Damn, all this bitching got my appetite running. Time to feast!

COMMENTS

Blogger Dusty said...

I've also disliked Walmart for some time. My reasons range from their business practices regarding treatment of workers and treatment of suppliers to the fact that there's usually too many stupid people there and I always seem to get pissed off every time I'm in the store.

They have a very successful (albeit at times questionably unethical) business model) and are very efficient in what they do. To provide their products at such low prices and keep up their business models they have to skimp in areas.

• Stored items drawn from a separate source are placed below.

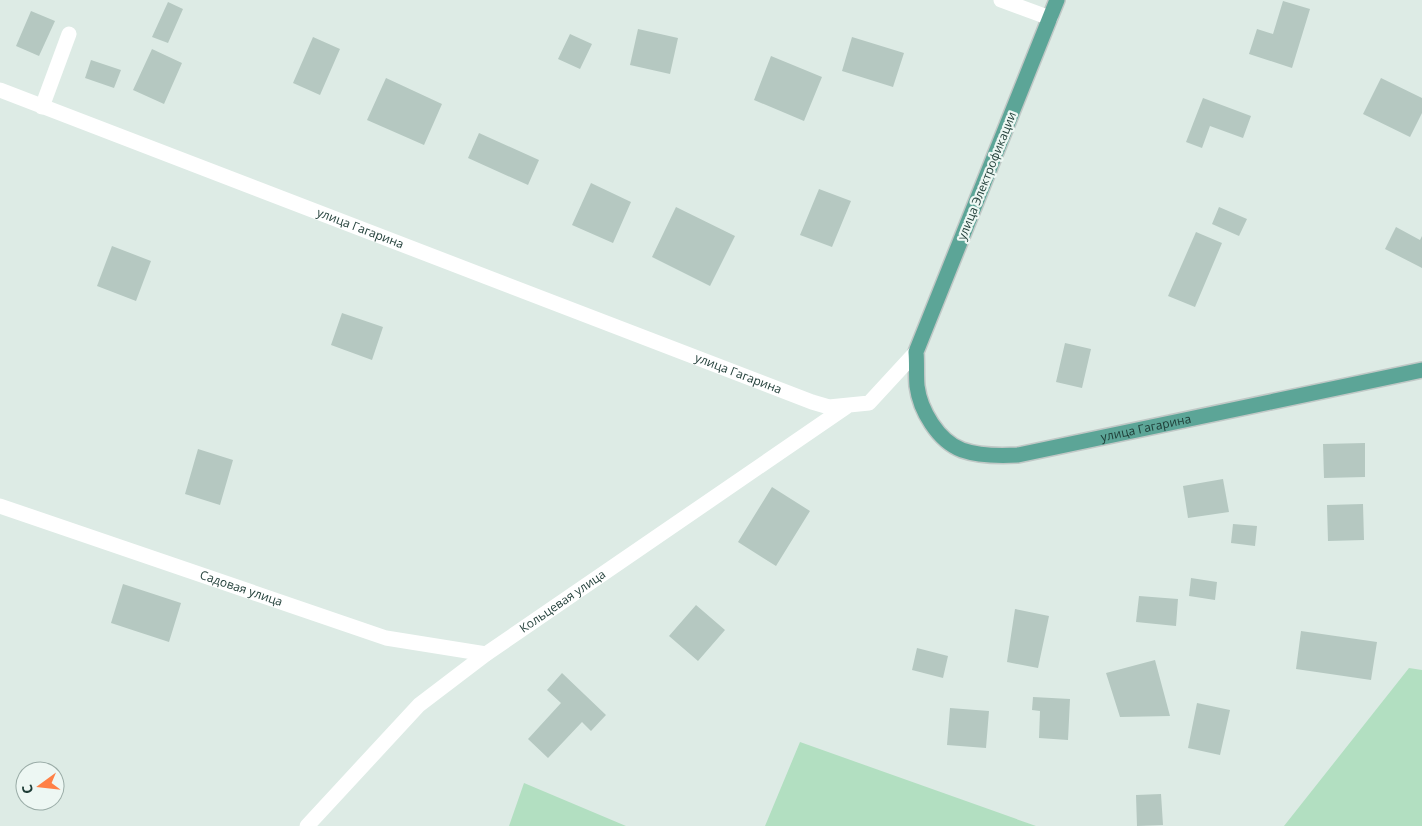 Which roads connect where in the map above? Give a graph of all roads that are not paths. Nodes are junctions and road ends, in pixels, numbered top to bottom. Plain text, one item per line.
1 (1001, 0) edge
2 (1056, 0) edge
3 (1050, 18) junction
4 (69, 34) dead end
5 (0, 90) edge
6 (42, 107) junction
7 (916, 352) junction
8 (1422, 370) edge
9 (846, 407) junction
10 (0, 506) edge
11 (486, 654) junction
12 (307, 826) edge

1 - 3 street
2 - 3 main road, улица Электрофикации
3 - 7 main road, улица Электрофикации
4 - 6 street
5 - 6 street, улица Гагарина
6 - 9 street, улица Гагарина
7 - 8 main road, улица Гагарина
7 - 9 street, улица Гагарина
9 - 11 street, Кольцевая улица
10 - 11 street, Садовая улица
11 - 12 street, Кольцевая улица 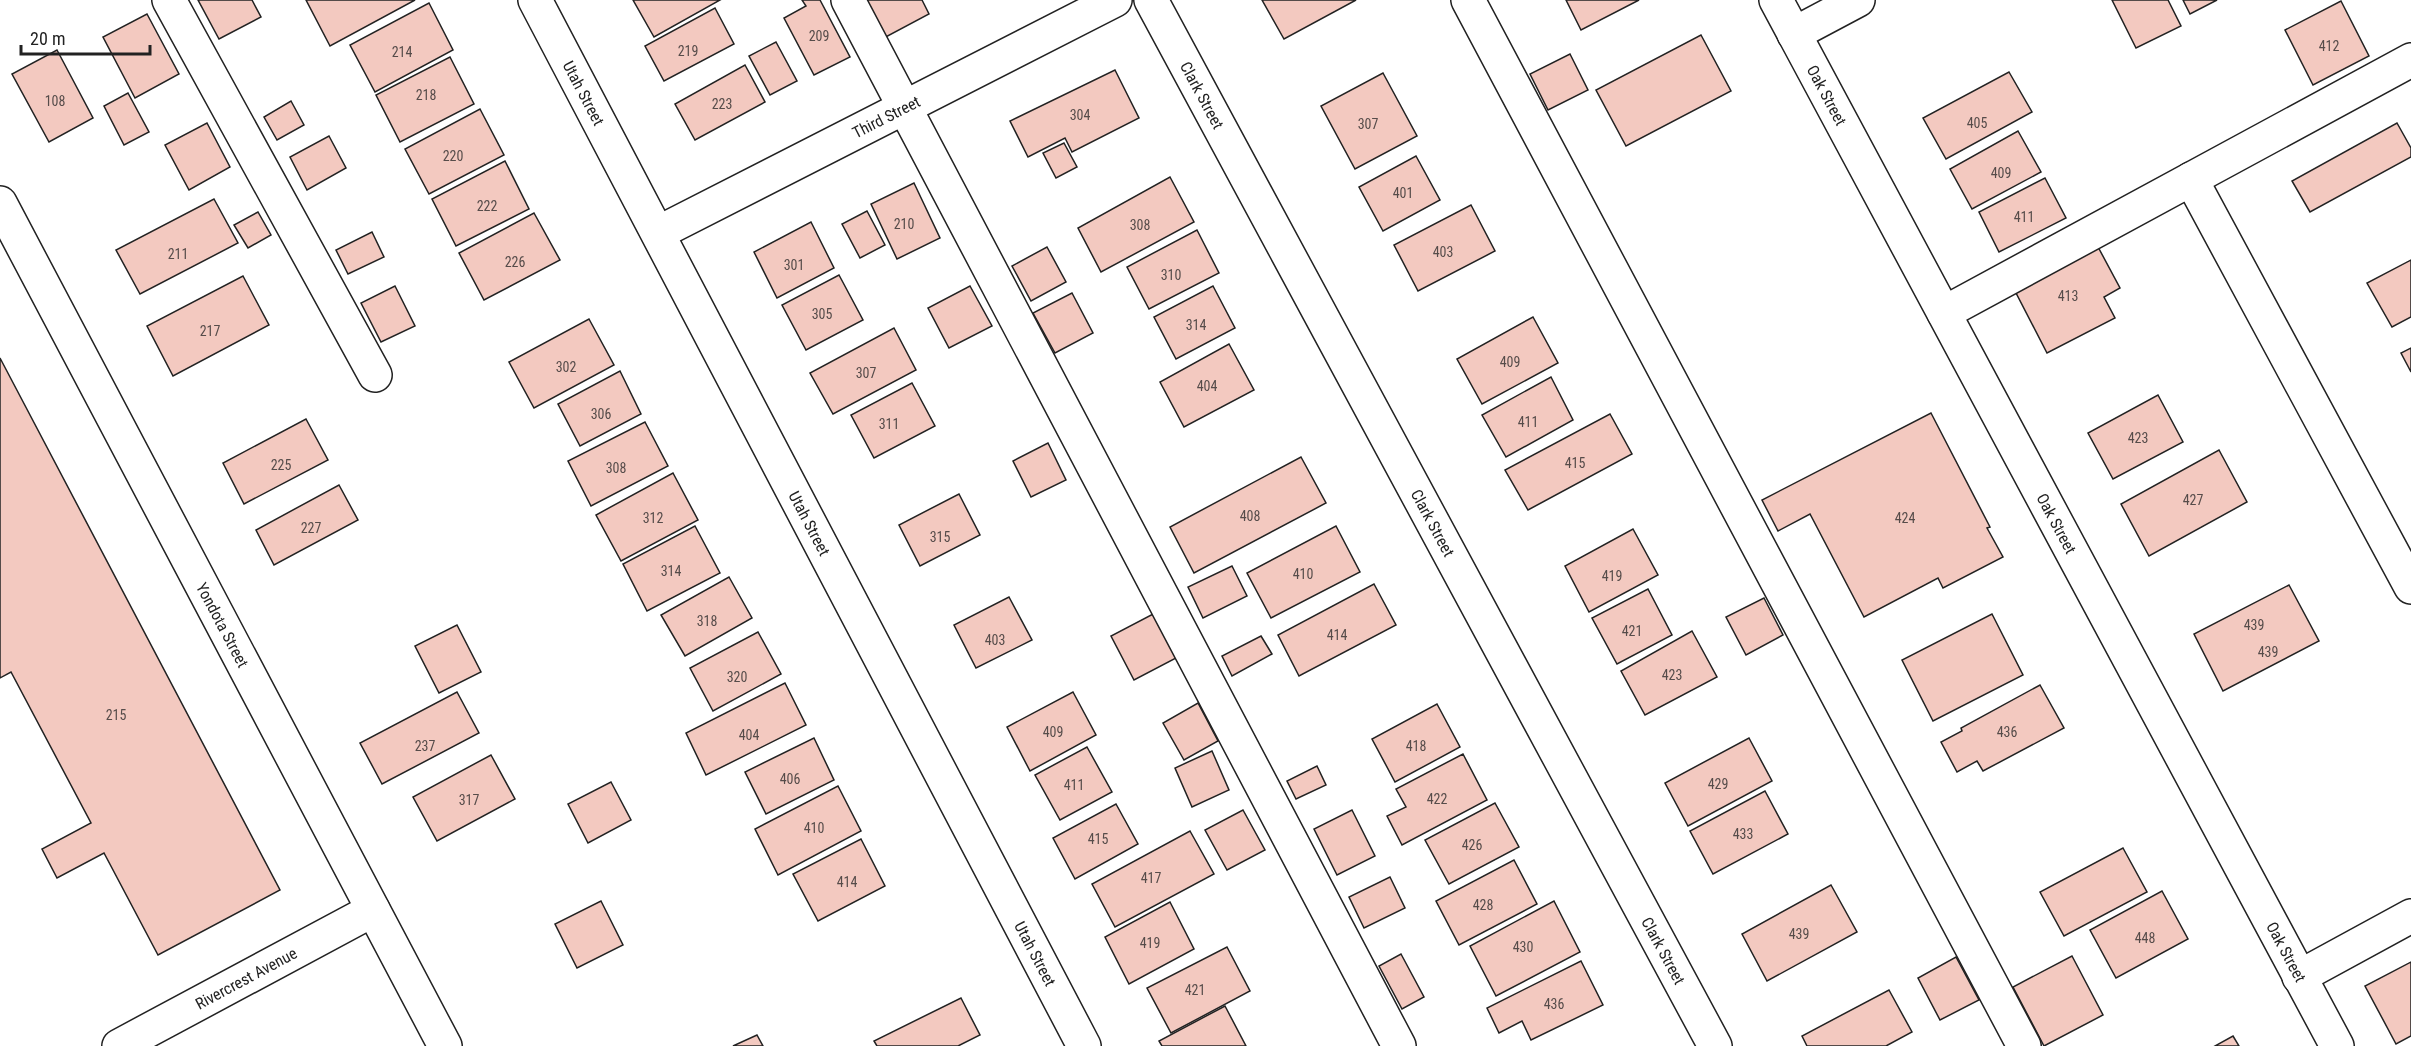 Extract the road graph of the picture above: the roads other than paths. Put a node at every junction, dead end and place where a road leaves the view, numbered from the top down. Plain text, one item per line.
1 (169, 0) edge
2 (535, 0) edge
3 (848, 0) edge
4 (1114, 0) edge
5 (1150, 0) edge
6 (1468, 0) edge
7 (1776, 0) edge
8 (1858, 0) edge
9 (1794, 34) junction
10 (2411, 60) edge
11 (905, 107) junction
12 (2191, 179) junction
13 (0, 203) edge
14 (658, 233) junction
15 (1944, 313) junction
16 (375, 375) dead end
17 (2411, 587) edge
18 (373, 910) junction
19 (2411, 916) edge
20 (2299, 977) junction
21 (119, 1046) edge
22 (445, 1046) edge
23 (1084, 1046) edge
24 (1399, 1046) edge
25 (1715, 1046) edge
26 (2025, 1046) edge
27 (2337, 1046) edge

1 - 16 street
2 - 14 street, Utah Street
3 - 11 street
4 - 11 street, Third Street
5 - 25 street, Clark Street
6 - 26 street
7 - 9 street, Oak Street
8 - 9 street
9 - 15 street, Oak Street
10 - 12 street
11 - 14 street, Third Street
11 - 24 street
12 - 15 street
12 - 17 street
13 - 18 street, Yondota Street
14 - 23 street, Utah Street
15 - 20 street, Oak Street
18 - 21 street, Rivercrest Avenue
18 - 22 street, Yondota Street
19 - 20 street
20 - 27 street, Oak Street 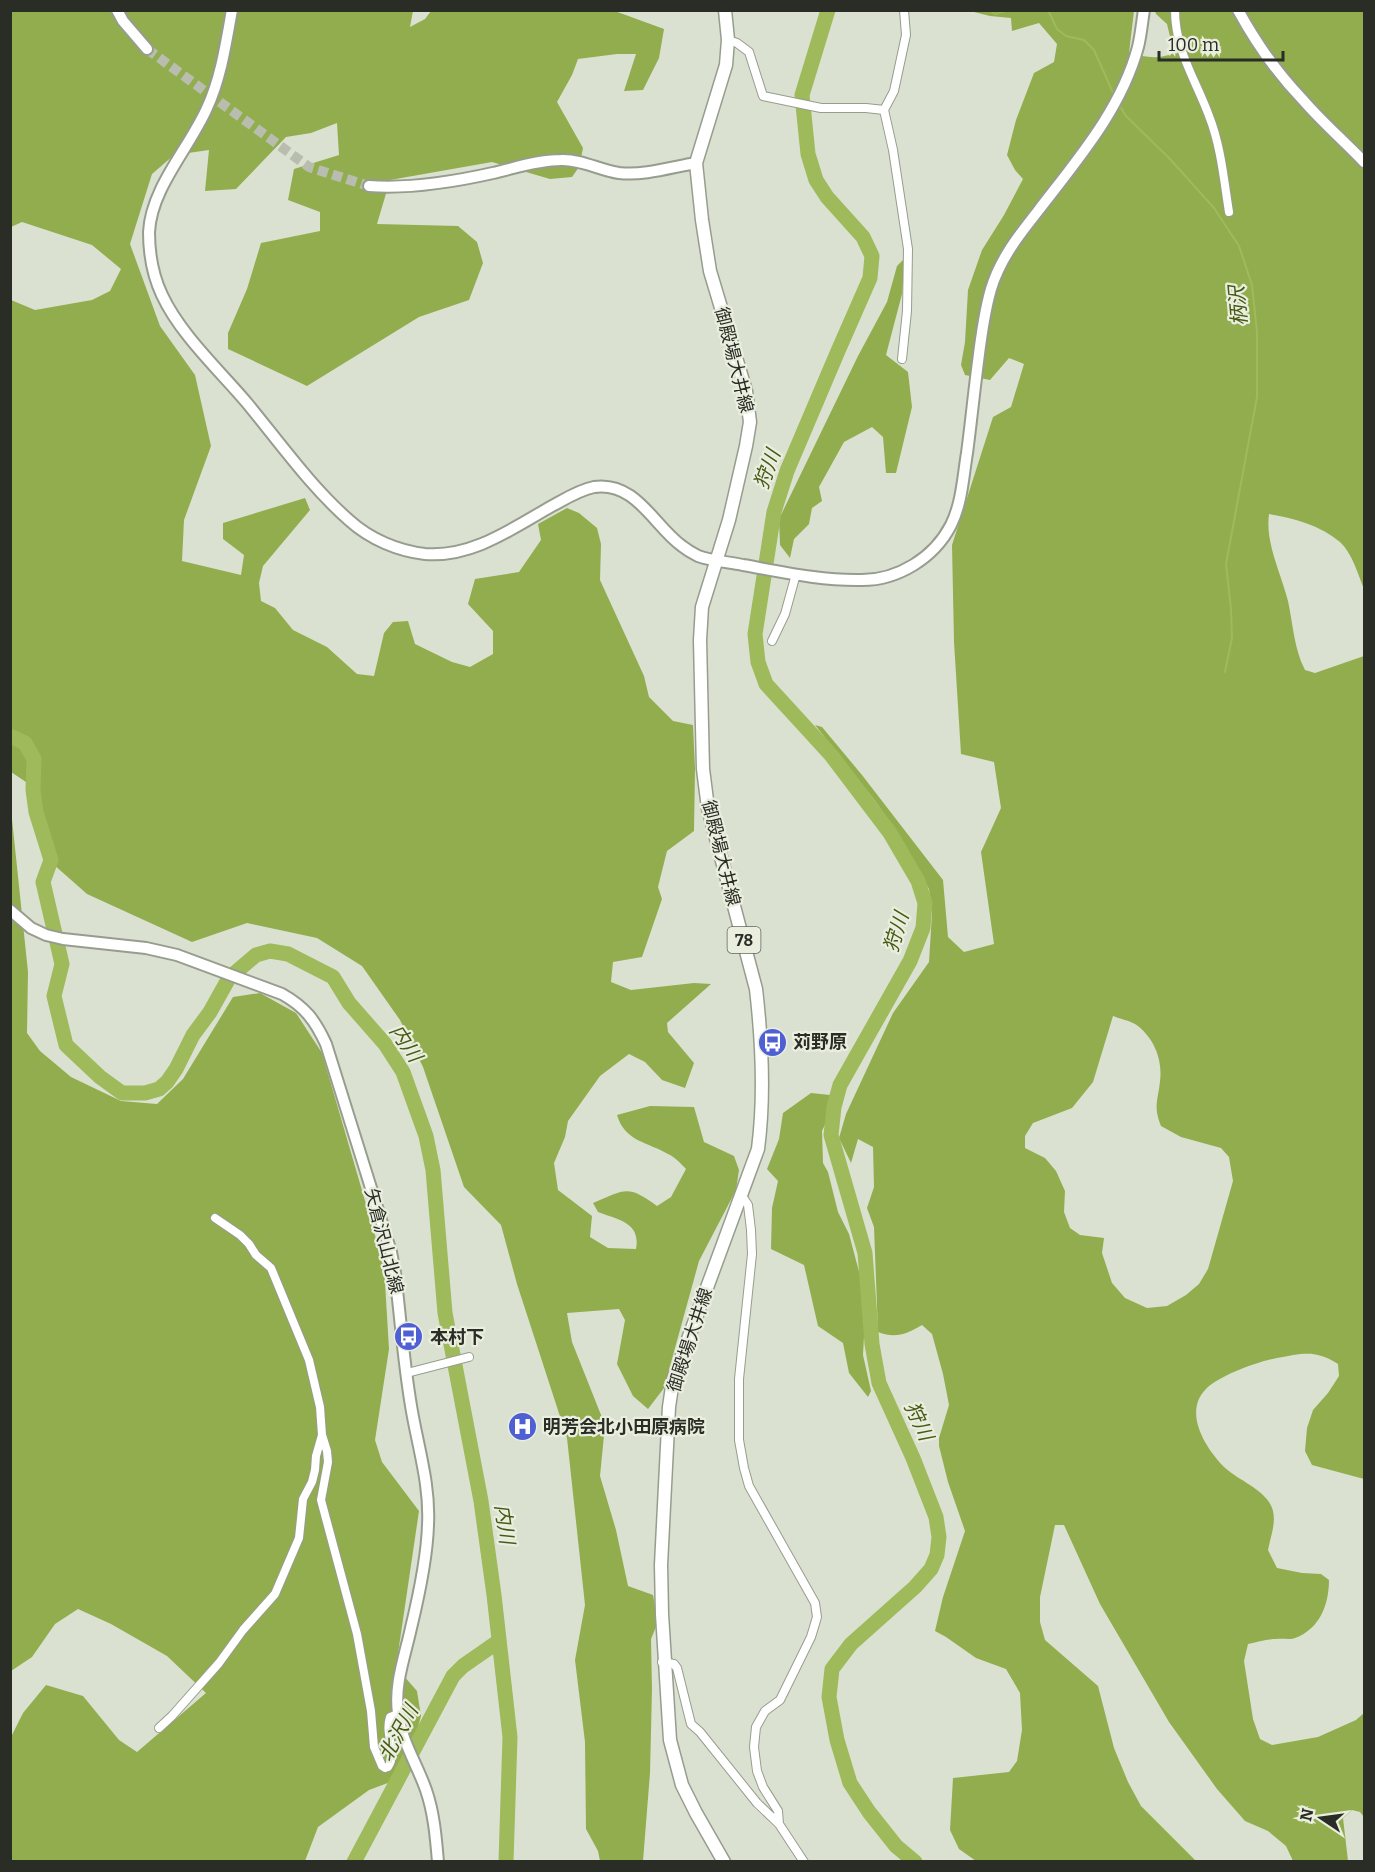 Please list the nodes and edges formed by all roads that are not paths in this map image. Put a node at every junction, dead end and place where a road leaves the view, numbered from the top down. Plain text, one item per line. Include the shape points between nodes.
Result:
1 (117, 10) edge
2 (232, 10) edge
3 (725, 10) edge
4 (904, 10) edge
5 (1143, 10) edge
6 (1175, 10) edge
7 (1238, 10) edge
8 (728, 40) junction
9 (147, 49) tunnel mouth
10 (884, 110) junction
11 (1365, 162) edge
12 (696, 163) junction
13 (369, 186) tunnel mouth
14 (1229, 212) dead end
15 (902, 359) dead end
16 (716, 560) junction
17 (790, 573) junction
18 (772, 641) dead end
19 (13, 913) edge
20 (742, 1196) junction
21 (215, 1218) dead end
22 (469, 1357) dead end
23 (407, 1373) junction
24 (322, 1435) junction
25 (663, 1662) junction
26 (398, 1714) junction
27 (159, 1728) dead end
28 (779, 1824) junction
29 (438, 1862) edge
30 (724, 1862) edge
31 (804, 1862) edge

1 - 9 street
2 - 16 street via 216,87 158,198 149,228 151,261 161,294 180,327 315,486 351,523 377,540 426,554 467,550 570,496 593,487 608,488 624,492 646,508 682,547
3 - 8 main road, 御殿場大井線 / 78
4 - 10 street via 906,35 894,91
5 - 17 street via 1139,44 1126,82 1108,116 1009,249 992,283 963,479 949,528 931,551 893,576 864,580
6 - 14 street via 1182,54 1210,118
7 - 11 street via 1281,75
8 - 10 street via 748,52 763,96 821,108
8 - 12 main road, 御殿場大井線 / 78 via 726,65
10 - 15 street via 908,249
12 - 13 street via 620,173 560,160 411,186
12 - 16 main road, 御殿場大井線 / 78 via 710,271 746,391 750,422 729,520
16 - 17 street
16 - 20 main road, 御殿場大井線 / 78 via 702,608 700,640 703,769 708,808 756,989 759,1019 762,1123 758,1149
17 - 18 street via 785,614
19 - 23 street, 矢倉沢山北線 via 46,935 146,948 244,979 297,1003 318,1026 391,1252
20 - 25 main road, 御殿場大井線 / 78 via 681,1356 670,1398 661,1564
20 - 28 street via 750,1214 752,1254 739,1379 739,1440 749,1486 815,1603 817,1617 780,1700 765,1711 756,1727 757,1771 778,1810
21 - 24 street via 240,1235 271,1268 309,1360
22 - 23 street
23 - 26 street, 矢倉沢山北線 via 428,1496 428,1526 401,1669
24 - 26 street via 328,1462 321,1500 357,1634 374,1747 385,1768 392,1761 388,1724 390,1717
24 - 27 street via 312,1482 303,1499 299,1538 275,1594
25 - 28 street via 677,1668 691,1724
25 - 30 main road, 御殿場大井線 / 78 via 675,1763 682,1785
26 - 29 street, 矢倉沢山北線 via 432,1814
28 - 31 street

The only reason I can think of that you couldn't get change was that their bank for some reason charges them a small amount to convert cash into change or provide nicely wrapped rolls of quarters. Sounds rather ridiculous though. Even more ridiculous that they can't eat this probably very minimal cost to better server their customers.

The other possibility is that the girl you talked to is just an ignorant lazy ass nugget who didn't want to get you change.

Either way, WALMART SUCKS!

10:50 PM
  Blogger Mr. Johnson said...

I concur. WalMart does truly suck ass. I try to avoid that place at all costs. I will pay the extra couple bucks to go to Target or ShopKo for all my items. I cannot stand WalMart. Like I have said before, I have 4 fears in life: Heights, drowning, needles and the Mankato WalMart parking lot.

Next to the golf course, it is the only place Im more aggravated after I leave then from when I arrived. They do have some of the worst business practices like Dusty mentioned. Their medical plans are an absolute joke. I really dont want it to go up in Ironwood either, but at the same time, people complain about jobs so much up there about the lack there of, so who is the winner in this one?

1:14 AM
  Blogger Zombie_Flyboy said...

What truly sucks is that where I live, Shit-Mart is the only game in town. I'd love to have a Target.

2:08 AM
  Anonymous Anonymous said...

I love Wal-Mart and cannot wait until we get one in Ironwood. I admire their success and hope they one day rule the world. I long for the day when I can actually go to a store and find SOMETHING on the shelf. Long live Wal-Mart.